BBC News

Newspaper headlines: Chancellor's 'jobs lifeline to save economy'

By BBC News
Staff

Published

"Rishi blows the budget" is the Sun's headline assessment of the chancellor's job retention scheme, which features on many of Thursday's front pages.

The paper says that under the plans, an employee normally on 37 hours a week could do just 17 hours and still get their full wage via the government top-up.

The FT says that officials' calculations have been based around workers doing between 50% and 60% of their normal hours.

The paper points out that this would be considerably cheaper than the furlough programme, which is reported to have cost almost £4bn in the last month alone.

In its own "rough" calculation, the FT says partially supporting wages of three million people would cost about £500m a month.

image copyrightPA Media

"Rishi's jobs lifeline" is the Daily Express assessment of Rishi Sunak's planned economic intervention.

The paper says that while the chancellor will prioritise protecting and creating jobs - he will also be honest with the public that "some economic pain" may be needed in the short term to help the UK's finances "bounce back to full health".

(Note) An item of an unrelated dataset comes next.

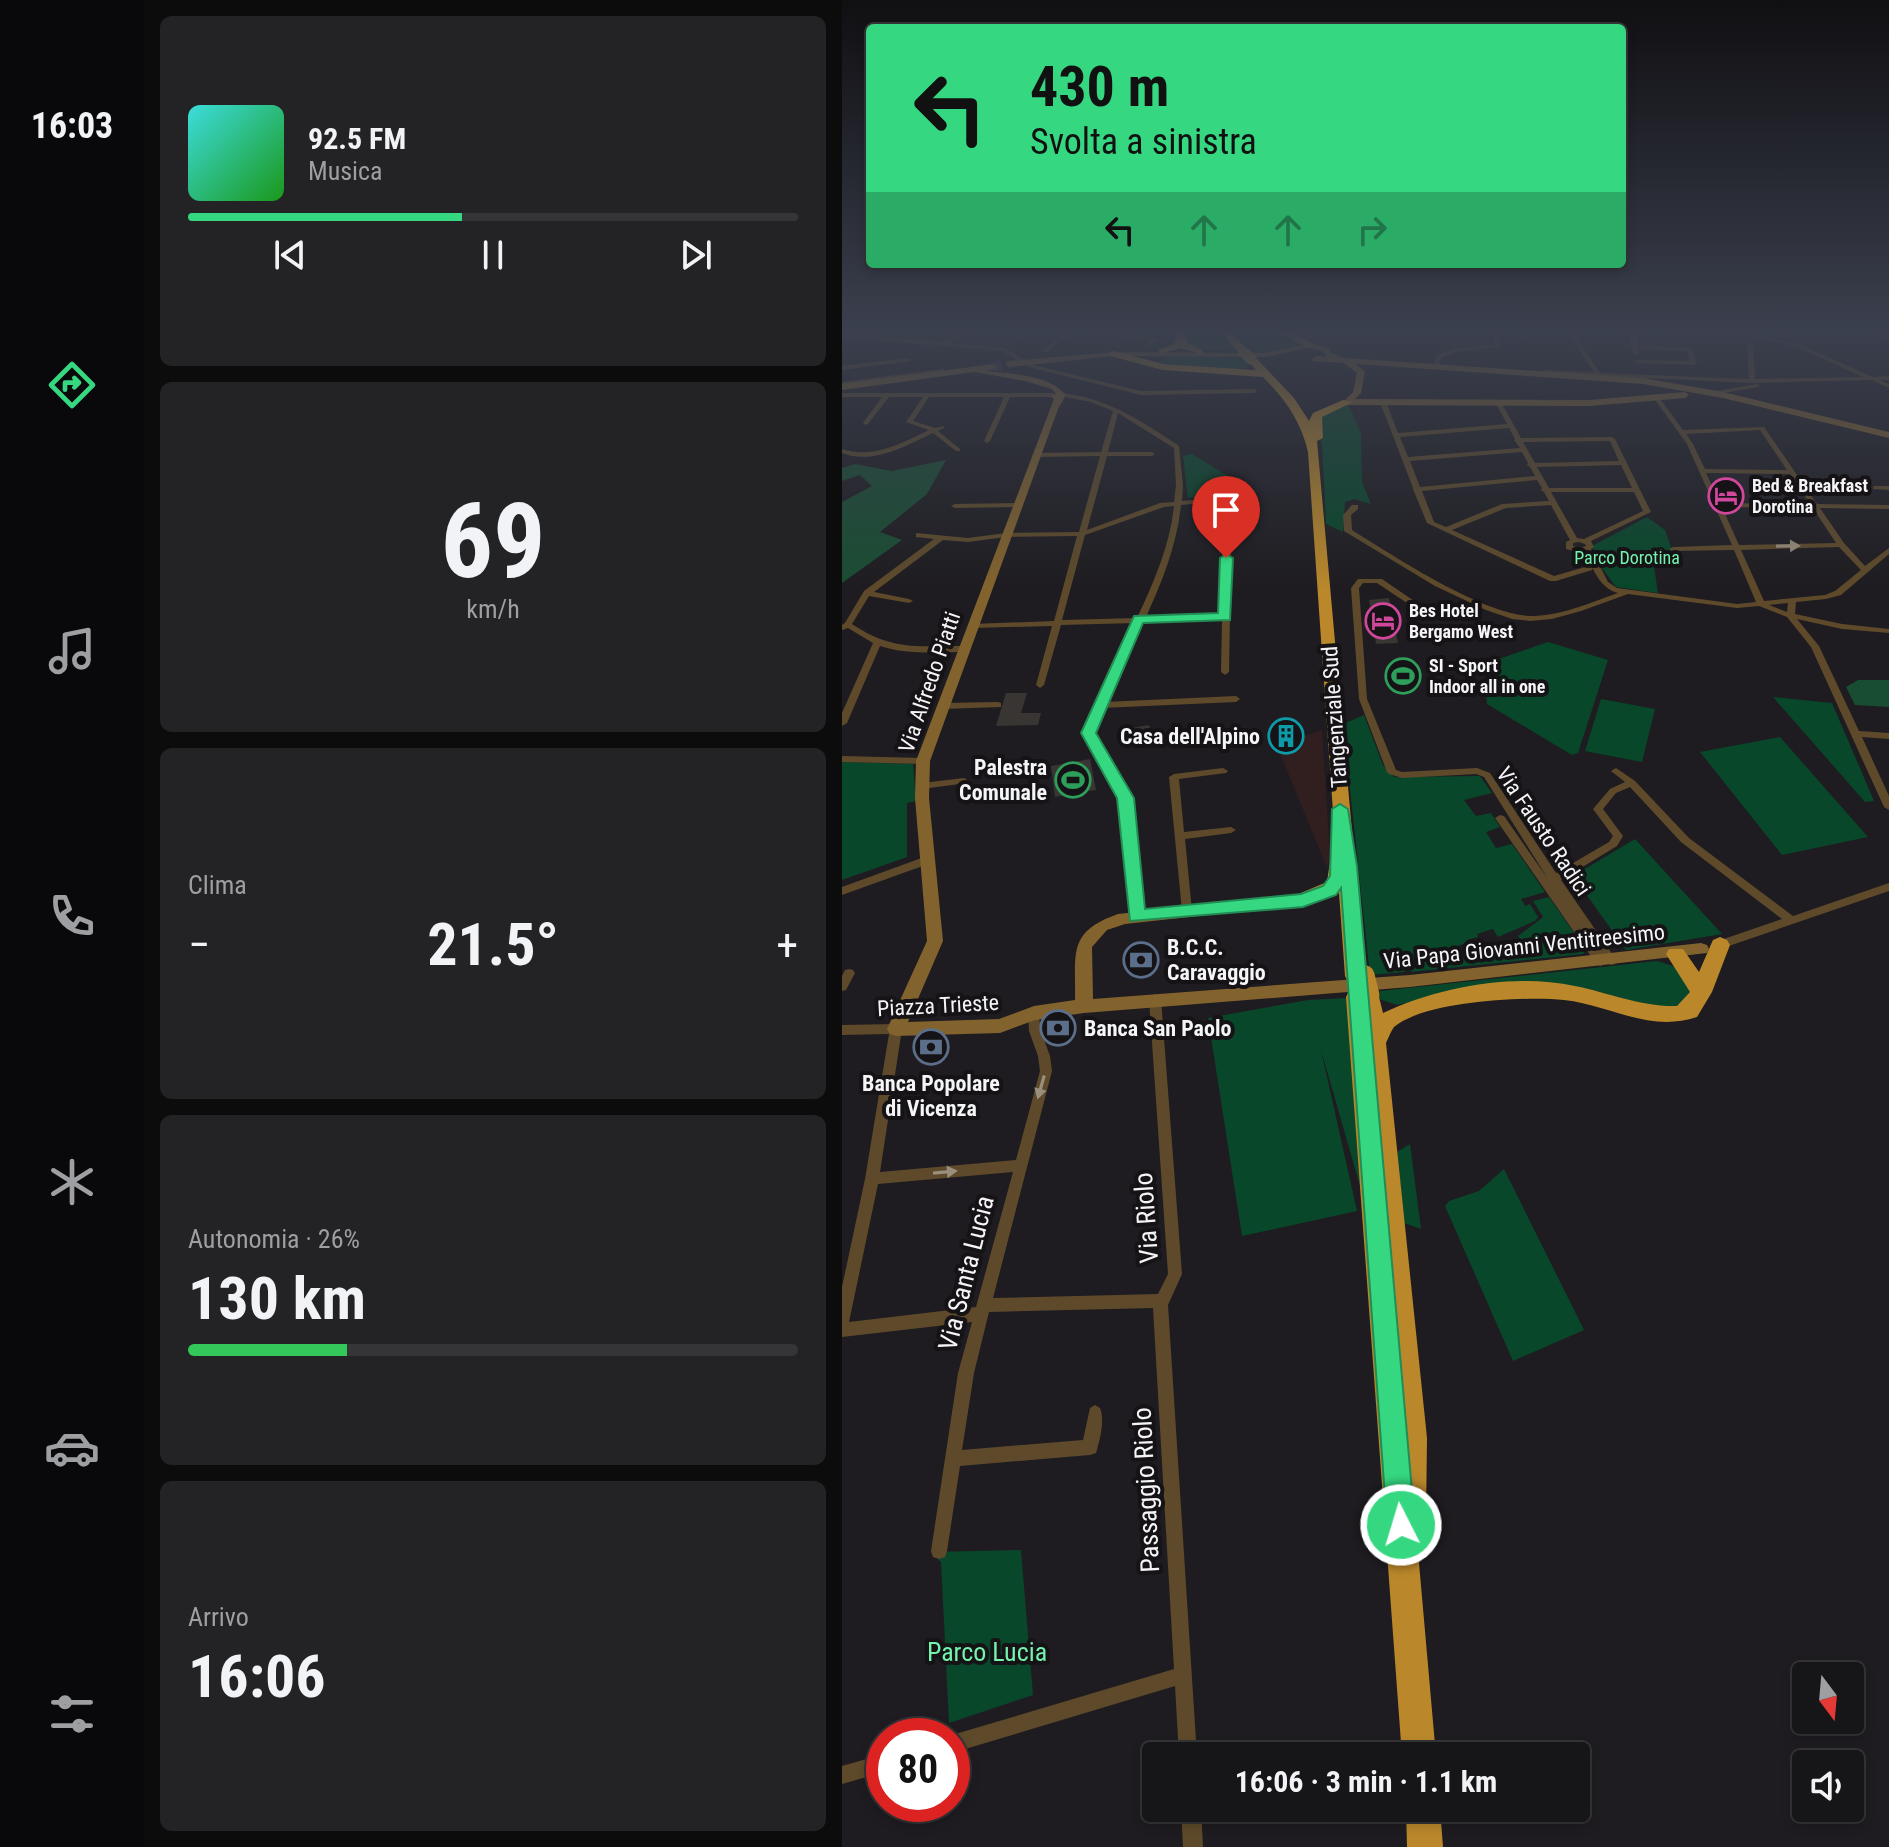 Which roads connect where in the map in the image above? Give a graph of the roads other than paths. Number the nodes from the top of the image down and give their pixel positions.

But quoting Whitehall sources, the Guardian says rather than focusing on the future, Mr Sunak's winter economic plan is more about showing the public the government is dealing with the "here and now".

The Daily Mirror uses its editorial to criticise the chancellor not acting sooner to help try and keep people in work. "Not before time" is the paper's main message to the Treasury before it unveils its wage support plan.

The paper says the measures need to be "lasting, fair and effective" and not just "a series of piecemeal policies".

The Times leader calls the chancellor's consideration of a wage subsidy scheme "a sound principle" - because it would protect jobs that have a future even though consumer demand is temporarily depressed.

'Growing backlash'

The Daily Telegraph reveals Boris Johnson is facing a "growing backlash" from some of his own MPs after announcing the new coronavirus restrictions could last six months.

At least one minister has reportedly threatened to resign, while up to 50 Conservative MPs are said to be ready to withhold support in a vote to approve the government's lockdown powers.

The i adds there is resentment from Tories in the south-west of England where infection rates remain low. Many are said to want an exemption from any national lockdown, with the MP for West Dorset concerned his constituents are being "punished" for breaches in large towns and cities.

image copyrightPA Media

The Times reports that one in three people who are told to isolate by the new coronavirus tracing app in England and Wales will get a "false positive" result.

The glitch - which mistakenly assumes someone has been within two metres of an infected person for 15 minutes - is because the Bluetooth signal can be affected by surrounding objects.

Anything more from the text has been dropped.